Dataset entries:
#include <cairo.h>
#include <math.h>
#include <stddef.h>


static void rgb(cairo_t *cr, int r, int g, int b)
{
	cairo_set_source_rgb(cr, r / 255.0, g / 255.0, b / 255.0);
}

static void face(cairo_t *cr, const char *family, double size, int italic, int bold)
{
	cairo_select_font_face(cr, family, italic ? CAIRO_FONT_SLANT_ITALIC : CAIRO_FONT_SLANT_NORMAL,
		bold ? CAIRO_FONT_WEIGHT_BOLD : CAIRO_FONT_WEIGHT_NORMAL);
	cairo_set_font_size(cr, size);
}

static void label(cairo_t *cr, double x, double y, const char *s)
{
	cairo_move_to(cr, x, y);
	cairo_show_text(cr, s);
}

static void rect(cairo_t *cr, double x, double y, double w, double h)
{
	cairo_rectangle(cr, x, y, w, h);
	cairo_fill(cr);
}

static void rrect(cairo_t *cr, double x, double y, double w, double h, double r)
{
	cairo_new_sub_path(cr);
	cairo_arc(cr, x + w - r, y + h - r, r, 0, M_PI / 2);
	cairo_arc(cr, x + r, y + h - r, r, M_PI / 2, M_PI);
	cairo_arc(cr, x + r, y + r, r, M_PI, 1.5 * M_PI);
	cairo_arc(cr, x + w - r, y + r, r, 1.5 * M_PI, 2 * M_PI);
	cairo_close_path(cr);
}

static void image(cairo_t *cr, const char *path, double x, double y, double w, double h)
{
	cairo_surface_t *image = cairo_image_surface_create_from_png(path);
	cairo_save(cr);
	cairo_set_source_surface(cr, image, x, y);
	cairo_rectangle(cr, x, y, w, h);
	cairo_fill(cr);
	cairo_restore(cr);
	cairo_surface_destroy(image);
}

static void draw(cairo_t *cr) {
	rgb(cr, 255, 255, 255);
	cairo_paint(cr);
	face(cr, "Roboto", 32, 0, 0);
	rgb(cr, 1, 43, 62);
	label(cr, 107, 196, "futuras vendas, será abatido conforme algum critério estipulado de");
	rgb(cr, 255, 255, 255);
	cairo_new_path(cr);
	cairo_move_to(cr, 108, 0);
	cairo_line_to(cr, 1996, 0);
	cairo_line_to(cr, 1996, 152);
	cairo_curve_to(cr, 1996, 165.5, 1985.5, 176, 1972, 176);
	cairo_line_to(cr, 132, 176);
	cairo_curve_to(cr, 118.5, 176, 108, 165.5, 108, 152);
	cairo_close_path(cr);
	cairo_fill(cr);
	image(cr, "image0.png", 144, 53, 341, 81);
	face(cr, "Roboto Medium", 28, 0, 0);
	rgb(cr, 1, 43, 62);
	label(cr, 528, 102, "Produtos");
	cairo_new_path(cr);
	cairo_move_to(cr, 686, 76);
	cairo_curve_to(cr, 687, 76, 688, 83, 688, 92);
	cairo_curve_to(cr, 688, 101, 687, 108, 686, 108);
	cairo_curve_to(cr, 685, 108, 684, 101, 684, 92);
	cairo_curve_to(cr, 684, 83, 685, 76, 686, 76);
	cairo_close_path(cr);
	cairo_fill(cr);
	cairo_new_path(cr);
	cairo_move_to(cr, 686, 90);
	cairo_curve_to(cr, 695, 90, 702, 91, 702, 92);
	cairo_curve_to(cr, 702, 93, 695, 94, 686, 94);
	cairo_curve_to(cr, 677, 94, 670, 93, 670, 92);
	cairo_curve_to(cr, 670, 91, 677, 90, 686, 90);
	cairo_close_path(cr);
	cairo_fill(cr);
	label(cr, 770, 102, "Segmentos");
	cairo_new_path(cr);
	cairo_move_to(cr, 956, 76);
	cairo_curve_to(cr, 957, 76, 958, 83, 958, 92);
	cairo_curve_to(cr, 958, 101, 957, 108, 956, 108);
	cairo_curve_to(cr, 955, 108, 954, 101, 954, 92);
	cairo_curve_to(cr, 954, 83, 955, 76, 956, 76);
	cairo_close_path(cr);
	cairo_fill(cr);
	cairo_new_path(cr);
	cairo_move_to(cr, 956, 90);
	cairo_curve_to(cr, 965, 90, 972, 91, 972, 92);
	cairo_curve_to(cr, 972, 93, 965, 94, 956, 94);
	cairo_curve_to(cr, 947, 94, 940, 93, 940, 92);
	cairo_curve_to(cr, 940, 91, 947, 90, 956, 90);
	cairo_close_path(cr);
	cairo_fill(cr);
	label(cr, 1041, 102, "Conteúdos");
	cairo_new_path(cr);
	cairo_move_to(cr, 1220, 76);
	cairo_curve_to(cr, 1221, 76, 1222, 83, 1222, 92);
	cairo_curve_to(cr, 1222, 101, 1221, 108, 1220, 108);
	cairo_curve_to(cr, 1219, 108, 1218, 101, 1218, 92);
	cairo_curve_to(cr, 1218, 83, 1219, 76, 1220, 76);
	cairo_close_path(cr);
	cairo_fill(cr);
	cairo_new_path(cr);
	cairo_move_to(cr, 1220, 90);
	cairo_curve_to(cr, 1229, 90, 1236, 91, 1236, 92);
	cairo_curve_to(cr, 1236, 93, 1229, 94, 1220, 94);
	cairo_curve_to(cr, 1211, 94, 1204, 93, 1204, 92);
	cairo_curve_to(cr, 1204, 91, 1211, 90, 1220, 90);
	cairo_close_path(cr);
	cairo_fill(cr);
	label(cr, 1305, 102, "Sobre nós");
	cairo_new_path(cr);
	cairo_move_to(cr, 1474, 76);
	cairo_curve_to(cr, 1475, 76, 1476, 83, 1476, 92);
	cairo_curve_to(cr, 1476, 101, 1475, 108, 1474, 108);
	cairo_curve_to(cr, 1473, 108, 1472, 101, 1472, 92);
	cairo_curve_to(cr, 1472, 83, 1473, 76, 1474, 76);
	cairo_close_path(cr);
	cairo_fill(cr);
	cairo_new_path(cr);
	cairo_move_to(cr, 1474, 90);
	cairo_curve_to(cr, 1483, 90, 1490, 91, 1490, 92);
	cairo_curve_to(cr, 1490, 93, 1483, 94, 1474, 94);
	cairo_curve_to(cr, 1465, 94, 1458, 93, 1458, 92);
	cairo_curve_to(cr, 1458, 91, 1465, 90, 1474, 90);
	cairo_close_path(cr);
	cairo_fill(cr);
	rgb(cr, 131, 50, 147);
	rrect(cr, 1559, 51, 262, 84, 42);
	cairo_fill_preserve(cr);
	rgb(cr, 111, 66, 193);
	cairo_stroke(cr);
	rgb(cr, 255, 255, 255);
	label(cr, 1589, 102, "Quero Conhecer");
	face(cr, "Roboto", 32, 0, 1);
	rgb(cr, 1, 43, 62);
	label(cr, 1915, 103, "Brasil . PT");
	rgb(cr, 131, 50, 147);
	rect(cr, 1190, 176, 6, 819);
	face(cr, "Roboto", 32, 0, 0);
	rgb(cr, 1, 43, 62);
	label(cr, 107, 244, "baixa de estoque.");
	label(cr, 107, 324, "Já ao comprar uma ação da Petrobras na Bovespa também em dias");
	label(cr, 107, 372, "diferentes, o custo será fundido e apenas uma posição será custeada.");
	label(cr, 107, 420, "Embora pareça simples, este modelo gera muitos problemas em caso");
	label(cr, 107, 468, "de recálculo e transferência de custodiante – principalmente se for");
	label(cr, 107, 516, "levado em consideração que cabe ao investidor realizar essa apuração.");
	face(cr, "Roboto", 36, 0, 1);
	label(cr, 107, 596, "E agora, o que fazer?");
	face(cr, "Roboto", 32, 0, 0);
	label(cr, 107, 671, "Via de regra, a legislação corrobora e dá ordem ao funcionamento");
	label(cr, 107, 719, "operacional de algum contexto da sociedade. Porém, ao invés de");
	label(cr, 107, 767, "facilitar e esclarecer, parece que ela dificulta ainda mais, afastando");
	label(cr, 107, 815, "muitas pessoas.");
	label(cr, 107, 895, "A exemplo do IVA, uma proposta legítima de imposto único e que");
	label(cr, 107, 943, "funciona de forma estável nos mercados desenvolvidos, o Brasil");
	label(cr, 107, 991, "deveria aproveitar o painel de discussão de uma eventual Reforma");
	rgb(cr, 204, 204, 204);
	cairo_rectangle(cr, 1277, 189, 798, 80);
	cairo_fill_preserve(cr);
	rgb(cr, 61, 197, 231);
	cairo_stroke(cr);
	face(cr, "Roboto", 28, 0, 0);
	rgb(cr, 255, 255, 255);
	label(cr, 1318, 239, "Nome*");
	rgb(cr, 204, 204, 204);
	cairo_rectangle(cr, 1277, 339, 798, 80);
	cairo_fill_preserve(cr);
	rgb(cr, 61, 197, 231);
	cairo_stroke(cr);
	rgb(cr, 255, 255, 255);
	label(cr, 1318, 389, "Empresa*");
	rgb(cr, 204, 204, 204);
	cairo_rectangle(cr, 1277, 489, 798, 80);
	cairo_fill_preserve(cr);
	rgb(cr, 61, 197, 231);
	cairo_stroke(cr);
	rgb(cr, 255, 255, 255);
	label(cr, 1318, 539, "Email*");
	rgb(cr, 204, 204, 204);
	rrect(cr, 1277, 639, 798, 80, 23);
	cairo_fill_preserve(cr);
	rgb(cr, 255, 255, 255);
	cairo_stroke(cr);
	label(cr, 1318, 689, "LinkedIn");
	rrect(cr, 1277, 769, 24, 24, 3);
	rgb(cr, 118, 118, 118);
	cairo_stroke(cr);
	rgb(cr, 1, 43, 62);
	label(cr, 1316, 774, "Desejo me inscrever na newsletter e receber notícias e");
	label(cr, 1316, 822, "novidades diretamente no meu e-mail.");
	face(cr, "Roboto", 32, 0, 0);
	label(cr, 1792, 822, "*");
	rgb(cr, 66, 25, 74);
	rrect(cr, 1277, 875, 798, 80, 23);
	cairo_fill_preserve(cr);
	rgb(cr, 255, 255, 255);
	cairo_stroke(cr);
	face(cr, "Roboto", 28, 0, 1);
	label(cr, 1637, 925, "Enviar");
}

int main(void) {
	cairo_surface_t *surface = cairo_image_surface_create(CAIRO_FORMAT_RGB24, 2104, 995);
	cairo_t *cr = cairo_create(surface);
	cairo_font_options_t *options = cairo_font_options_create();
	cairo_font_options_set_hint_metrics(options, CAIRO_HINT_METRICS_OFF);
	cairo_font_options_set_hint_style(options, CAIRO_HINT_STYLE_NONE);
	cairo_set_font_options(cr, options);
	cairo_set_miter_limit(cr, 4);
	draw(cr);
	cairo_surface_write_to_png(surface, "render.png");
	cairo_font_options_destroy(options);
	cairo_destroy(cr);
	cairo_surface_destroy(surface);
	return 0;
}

Problem details: Take the lines above from the one containing "cairo_arc(cr, x + r, y + r, r, M_PI, 1.5" to the one containing "static void draw(cairo_t" and retype them exactly, both ends included, with nothing added.

Answer to this exercise:
	cairo_arc(cr, x + r, y + r, r, M_PI, 1.5 * M_PI);
	cairo_arc(cr, x + w - r, y + r, r, 1.5 * M_PI, 2 * M_PI);
	cairo_close_path(cr);
}

static void image(cairo_t *cr, const char *path, double x, double y, double w, double h)
{
	cairo_surface_t *image = cairo_image_surface_create_from_png(path);
	cairo_save(cr);
	cairo_set_source_surface(cr, image, x, y);
	cairo_rectangle(cr, x, y, w, h);
	cairo_fill(cr);
	cairo_restore(cr);
	cairo_surface_destroy(image);
}

static void draw(cairo_t *cr) {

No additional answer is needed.